Album Reviews

Omni – Souvenir

(Sub Pop) UK release date: 16 February 2024


A slight change in formula heralds tremendous success on this, their shiniest, brightest and most accessible album to date

Omni - Souvenir Some artists are never truly appreciated until they’re gone – whether that’s gone for a while or gone for good. In fact, the very notion of some piece of art being underrated is in itself an underrated idea, seeing as we now, collectively as a society, are quick to overrate mediocrity and laugh at perceived failure.

The reason that this is important to discuss here is that Frankie Broyles – one third of Omni – was once a member of one of the great underrated bands (Deerhunter) and was present only for the recording of one album (Monomania) that it’s easy to consider as being their most underrated, if only because it represented a considerable shift in tone, timbre and execution from any of their albums before or since.

When Broyles was part of the band, they wore leather, paid homage to the Ramones, played loud and rough, were raucous on stage and seemingly embodied a completely new entity than the one that preceded it. Whether that was down to the influence of Broyles or just another tangent in the artistic journey of the incredible Bradford Cox is up for discussion, but nobody can really say for sure. Hopefully the former.

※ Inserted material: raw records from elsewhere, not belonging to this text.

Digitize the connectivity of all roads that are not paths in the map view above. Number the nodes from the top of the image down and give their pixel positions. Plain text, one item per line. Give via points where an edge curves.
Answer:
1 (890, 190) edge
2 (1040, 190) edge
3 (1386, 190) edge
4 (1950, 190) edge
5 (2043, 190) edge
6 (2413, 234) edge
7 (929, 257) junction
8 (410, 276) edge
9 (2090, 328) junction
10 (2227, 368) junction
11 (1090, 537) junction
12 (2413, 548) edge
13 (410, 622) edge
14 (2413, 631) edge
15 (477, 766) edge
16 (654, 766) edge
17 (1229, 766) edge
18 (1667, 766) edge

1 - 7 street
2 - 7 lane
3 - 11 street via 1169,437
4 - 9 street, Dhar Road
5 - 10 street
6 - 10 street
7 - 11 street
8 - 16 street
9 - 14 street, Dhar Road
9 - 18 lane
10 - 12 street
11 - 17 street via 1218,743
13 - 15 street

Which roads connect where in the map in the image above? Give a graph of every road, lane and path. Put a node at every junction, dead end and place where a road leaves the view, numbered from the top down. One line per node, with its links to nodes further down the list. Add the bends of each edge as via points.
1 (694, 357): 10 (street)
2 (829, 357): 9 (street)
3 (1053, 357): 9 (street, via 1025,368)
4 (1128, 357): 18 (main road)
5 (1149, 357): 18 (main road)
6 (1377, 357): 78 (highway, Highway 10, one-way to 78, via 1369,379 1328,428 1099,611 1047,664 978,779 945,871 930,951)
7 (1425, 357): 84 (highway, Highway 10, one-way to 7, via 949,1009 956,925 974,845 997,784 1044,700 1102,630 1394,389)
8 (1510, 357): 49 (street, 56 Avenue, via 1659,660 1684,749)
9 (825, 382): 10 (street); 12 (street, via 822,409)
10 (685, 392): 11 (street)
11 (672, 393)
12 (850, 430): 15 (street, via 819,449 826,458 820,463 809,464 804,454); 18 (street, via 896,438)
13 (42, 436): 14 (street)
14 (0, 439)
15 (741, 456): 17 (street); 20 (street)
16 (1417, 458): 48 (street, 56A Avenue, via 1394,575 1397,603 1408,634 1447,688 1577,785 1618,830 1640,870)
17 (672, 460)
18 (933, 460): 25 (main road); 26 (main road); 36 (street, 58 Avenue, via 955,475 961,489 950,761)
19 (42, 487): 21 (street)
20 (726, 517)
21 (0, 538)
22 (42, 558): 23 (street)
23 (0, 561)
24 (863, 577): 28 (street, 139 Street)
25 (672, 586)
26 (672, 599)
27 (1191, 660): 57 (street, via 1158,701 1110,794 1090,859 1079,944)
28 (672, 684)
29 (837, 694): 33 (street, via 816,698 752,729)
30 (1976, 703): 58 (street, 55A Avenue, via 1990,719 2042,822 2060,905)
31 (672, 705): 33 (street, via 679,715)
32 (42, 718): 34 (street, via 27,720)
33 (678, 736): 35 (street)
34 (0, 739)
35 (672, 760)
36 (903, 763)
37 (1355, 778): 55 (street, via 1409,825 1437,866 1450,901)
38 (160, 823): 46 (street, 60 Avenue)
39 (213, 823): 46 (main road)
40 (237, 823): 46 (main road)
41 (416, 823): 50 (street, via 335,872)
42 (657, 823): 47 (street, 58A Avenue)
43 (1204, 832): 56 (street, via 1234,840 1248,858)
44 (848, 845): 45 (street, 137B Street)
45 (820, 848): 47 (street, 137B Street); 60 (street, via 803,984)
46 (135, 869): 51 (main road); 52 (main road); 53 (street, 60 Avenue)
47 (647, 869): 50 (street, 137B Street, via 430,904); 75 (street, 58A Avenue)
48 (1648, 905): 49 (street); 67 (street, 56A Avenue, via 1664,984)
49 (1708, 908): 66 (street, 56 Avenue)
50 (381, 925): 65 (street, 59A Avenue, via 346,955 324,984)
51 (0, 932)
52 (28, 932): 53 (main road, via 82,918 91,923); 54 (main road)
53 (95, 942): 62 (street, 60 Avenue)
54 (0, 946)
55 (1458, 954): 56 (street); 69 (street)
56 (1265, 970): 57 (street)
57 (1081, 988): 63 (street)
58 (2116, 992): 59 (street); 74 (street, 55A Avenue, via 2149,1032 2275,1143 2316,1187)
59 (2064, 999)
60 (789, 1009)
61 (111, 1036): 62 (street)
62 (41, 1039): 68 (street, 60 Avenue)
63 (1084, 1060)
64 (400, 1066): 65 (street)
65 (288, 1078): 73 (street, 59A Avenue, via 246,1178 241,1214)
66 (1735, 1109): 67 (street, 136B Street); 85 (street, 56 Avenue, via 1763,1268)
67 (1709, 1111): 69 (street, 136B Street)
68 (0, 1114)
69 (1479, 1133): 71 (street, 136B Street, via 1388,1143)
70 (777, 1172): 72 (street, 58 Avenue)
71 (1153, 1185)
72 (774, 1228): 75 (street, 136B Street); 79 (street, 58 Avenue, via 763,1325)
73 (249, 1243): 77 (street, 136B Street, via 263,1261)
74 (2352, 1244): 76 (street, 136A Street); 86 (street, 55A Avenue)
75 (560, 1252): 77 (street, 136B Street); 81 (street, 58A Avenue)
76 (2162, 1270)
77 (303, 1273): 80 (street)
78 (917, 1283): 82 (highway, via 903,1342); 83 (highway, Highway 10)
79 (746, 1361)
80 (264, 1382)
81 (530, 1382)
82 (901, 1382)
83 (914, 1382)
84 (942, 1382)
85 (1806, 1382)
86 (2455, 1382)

And so to Omni – themselves firmly in the underrated category – who here present their fourth studio album, Souvenir. The quick notes: it’s their shiniest, brightest and most accessible album to date – with much more of a focus on songcraft rather than meticulous, sometimes overwhelming precision. It might also be their best.

Post-punk, and its daughter term, post-punk revival, are completely overused in modern music genre parlance, but both terms apply, happily, to Omni’s music. They’ve always seemed to be direct descendants of genre figureheads Wire, Television and other bands that favour the superego over the id in artistic expression.

Opener Exacto (a fitting descriptor for their previously established sound) is looser and freer than pretty much anything else they’ve done up until now. Make no mistake – it’s freer in the sense that Talking Heads’ first album had more room in it than their third, it isn’t something that one might consider too spontaneous sounding.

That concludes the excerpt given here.